Recueillir la suspension résultante du tube dans un plat de culture de 35 millimètres et utiliser une pince à épiler mince pour transférer soigneusement les fragments de tissu dans un tube frais. Incuber ensuite le culot dans un tube de 15 millilitres avec cinq millilitres de collagénase de type un à 37 degrés Celsius sous agitation continue pendant 35 minutes. Séparer les cellules en les ressuscitant à l’aide d’une pipette d’un millilitre et centrifuger à 150 fois G pendant cinq minutes à quatre degrés Celsius.

Nettoyez les cellules deux fois en ressuscitant la pastille séparée dans deux millilitres de DMEM complet et en centrifugant à 150 fois G pendant cinq minutes à quatre degrés Celsius. Pour le placage, ressusciter le culot dans un millilitre de milieu complet et l’ajouter à un puits d’un plat de culture cellulaire de six puits dans une quantité minimale de milieu. Gardez les plaques intactes à 37 degrés Celsius avec 5% de dioxyde de carbone.

Après trois jours d’incubation, confirmer la croissance près des débris tissulaires en observant les cellules au microscope. Une fois que 1 000 cellules sont visibles, retirez soigneusement les débris tissulaires à l’aide d’une pince autoclavée et changez le milieu. Trypsiniser les cellules après avoir atteint 70% de confluence et les transférer dans un plat de culture de tissu de 75 millilitres.

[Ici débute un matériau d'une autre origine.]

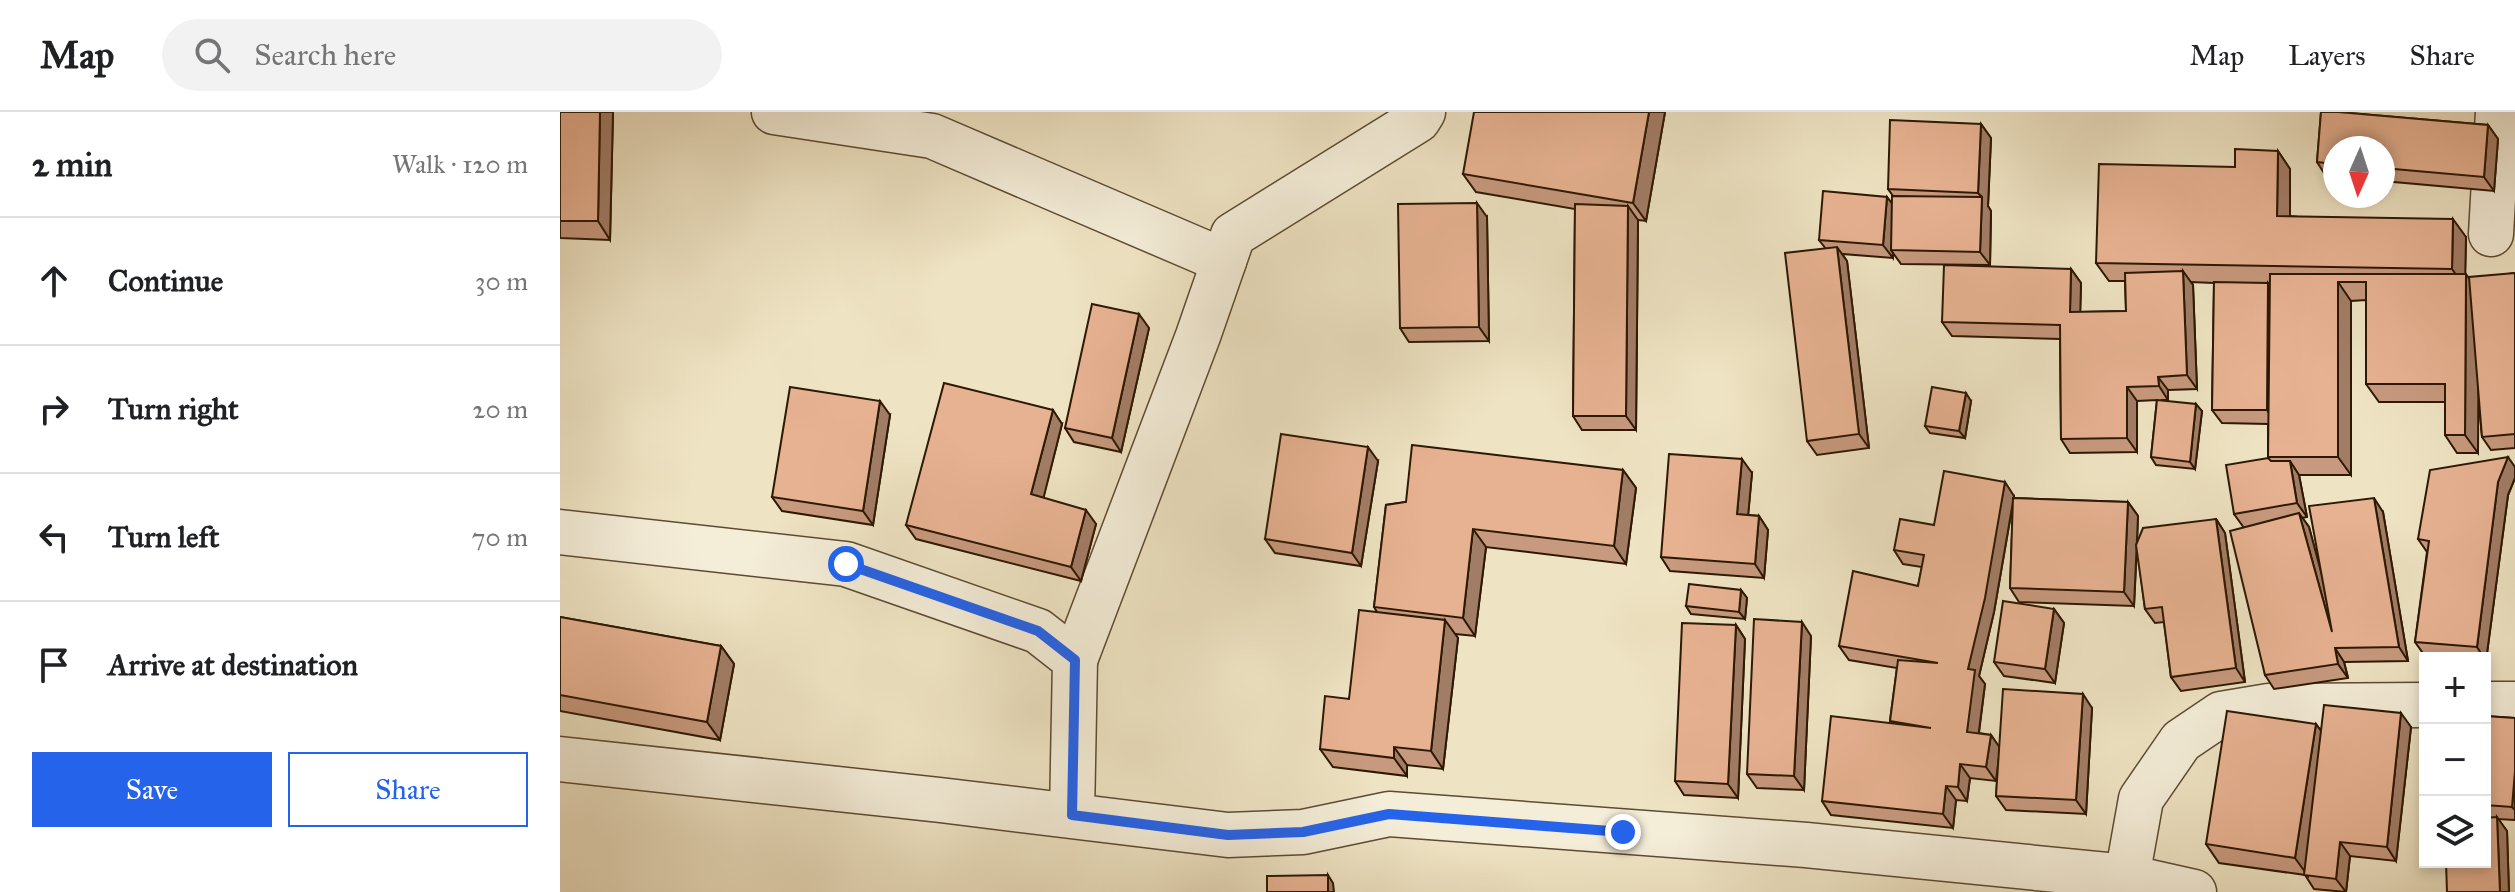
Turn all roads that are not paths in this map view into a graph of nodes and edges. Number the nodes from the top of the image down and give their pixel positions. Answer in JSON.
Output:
{"nodes":[{"id":1,"x":774,"y":112,"type":"edge"},
{"id":2,"x":1423,"y":112,"type":"edge"},
{"id":3,"x":2498,"y":112,"type":"edge"},
{"id":4,"x":2491,"y":234,"type":"dead end"},
{"id":5,"x":1224,"y":261,"type":"junction"},
{"id":6,"x":560,"y":532,"type":"edge"},
{"id":7,"x":1075,"y":660,"type":"junction"},
{"id":8,"x":2491,"y":704,"type":"edge"},
{"id":9,"x":2515,"y":704,"type":"edge"},
{"id":10,"x":2419,"y":705,"type":"edge"},
{"id":11,"x":560,"y":759,"type":"edge"},
{"id":12,"x":1072,"y":815,"type":"junction"},
{"id":13,"x":2127,"y":877,"type":"junction"},
{"id":14,"x":2194,"y":892,"type":"edge"}],
"edges":[{"from":1,"to":5,"type":"street"},
{"from":2,"to":5,"type":"street"},
{"from":3,"to":4,"type":"street"},
{"from":5,"to":7,"type":"street"},
{"from":6,"to":7,"type":"street"},
{"from":7,"to":12,"type":"street"},
{"from":8,"to":9,"type":"street"},
{"from":10,"to":13,"type":"street"},
{"from":11,"to":12,"type":"street"},
{"from":12,"to":13,"type":"street"},
{"from":13,"to":14,"type":"street"}]}
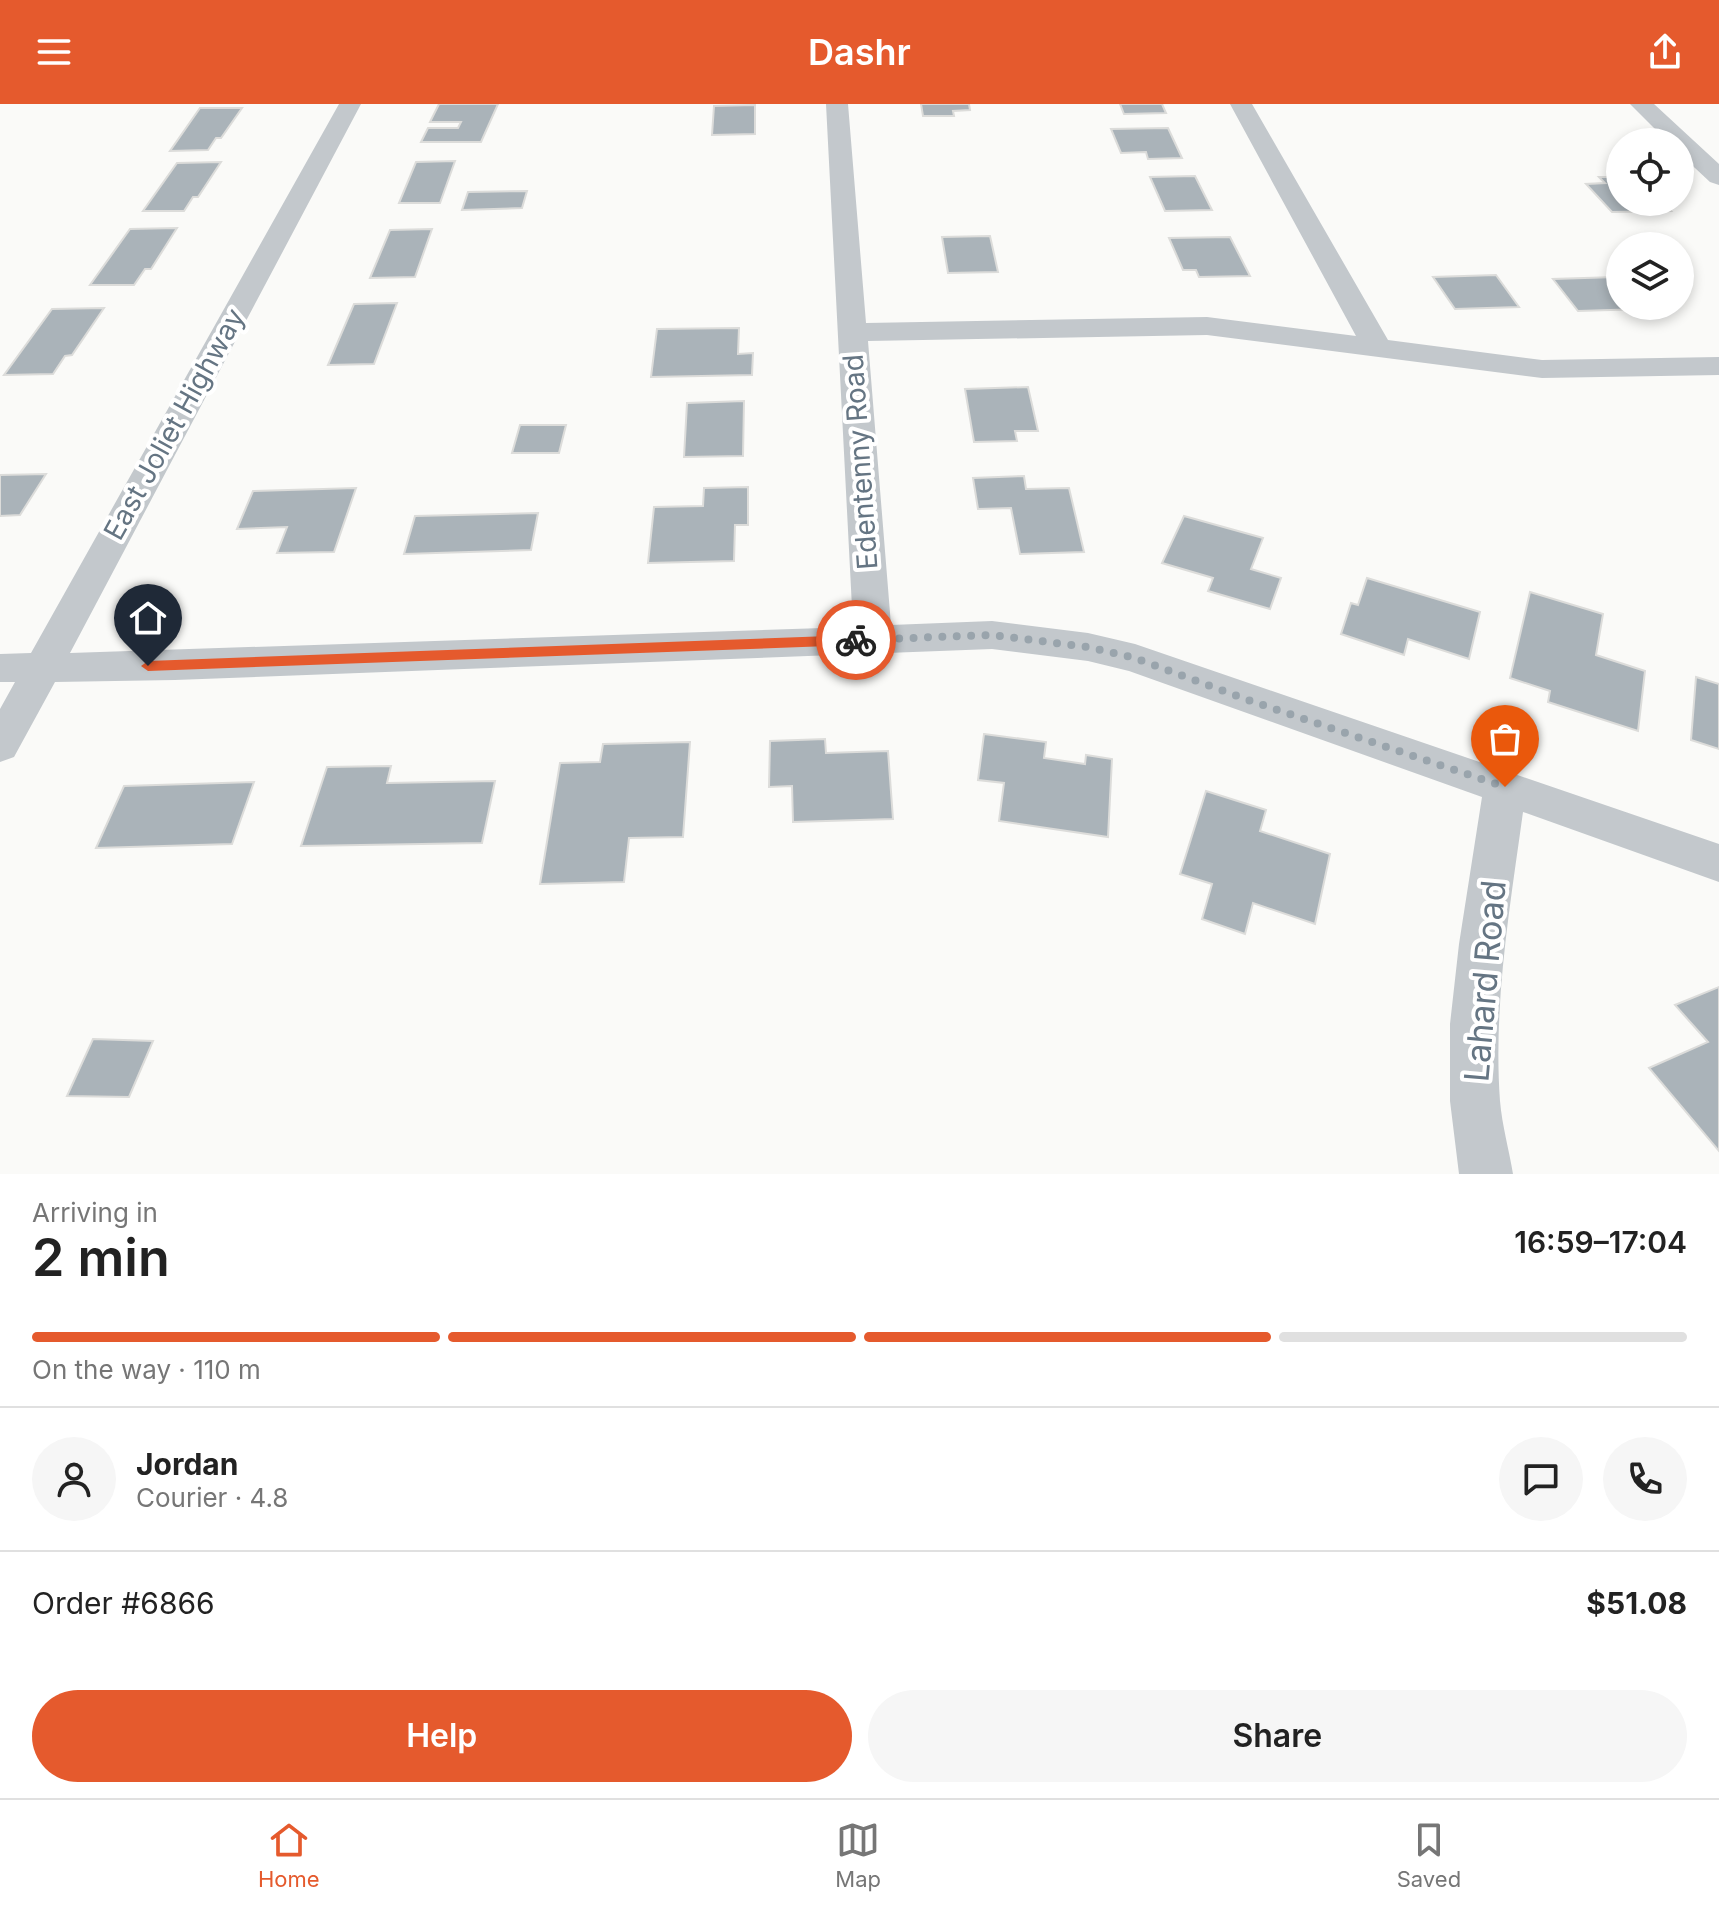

Avant de commencer le test, nettoyez la hotte de biosécurité avec de l’éthanol à 70% et réchauffez le milieu DMEM à 37 degrés Celsius. Ensuite, ensemencez 100 000 cellules par condition dans six plaques de puits en DMEM complet et en culture à 37 degrés Celsius. Après 24 heures, remplacez le milieu surnageant par le milieu calcifiant et incuber les cellules pendant sept jours à 37 degrés Celsius, en remplaçant le milieu le troisième jour.

Après sept jours, mesurer la concentration de calcium dans une plaque de 96 puits en utilisant le réactif Arsenazo III et en enregistrant l’absorbance à 650 nanomètres. Dans l’analyse représentative, de divers phénotypes de cellules de valve ont été identifiés avec la souillure immunofluorescente après trois à cinq jours de culture. Le VImentin et l’alpha SMA exprimés par vic de souris, les marqueurs significatifs des cellules de valve.

En plus, la souillure immunofluorescente CD31 n’a vérifié aucune contamination des cellules endothéliales dans la culture de VIC. La culture de VIC avec le milieu calcifiant riche en phosphate stimule une calcification en cellules, plus loin confirmée avec la souillure positive rouge pour des noeuds de calcium. Le protocole est basé sur un pool de trois à cinq valves de différentes souris.

L’utilisation de maté de litière et de trois répétitions biologiques différentes est importante pour valider les résultats. L’utilisation de cellules valvulaires de souris est essentielle pour comprendre la voie moléculaire menant à la sténose aortique en isolant les cellules des souris transgéniques. Ce protocole a été employé précédemment pour étudier l’implication de la voie au récepteur dans la régression minérale de la valve aortique calcifiée.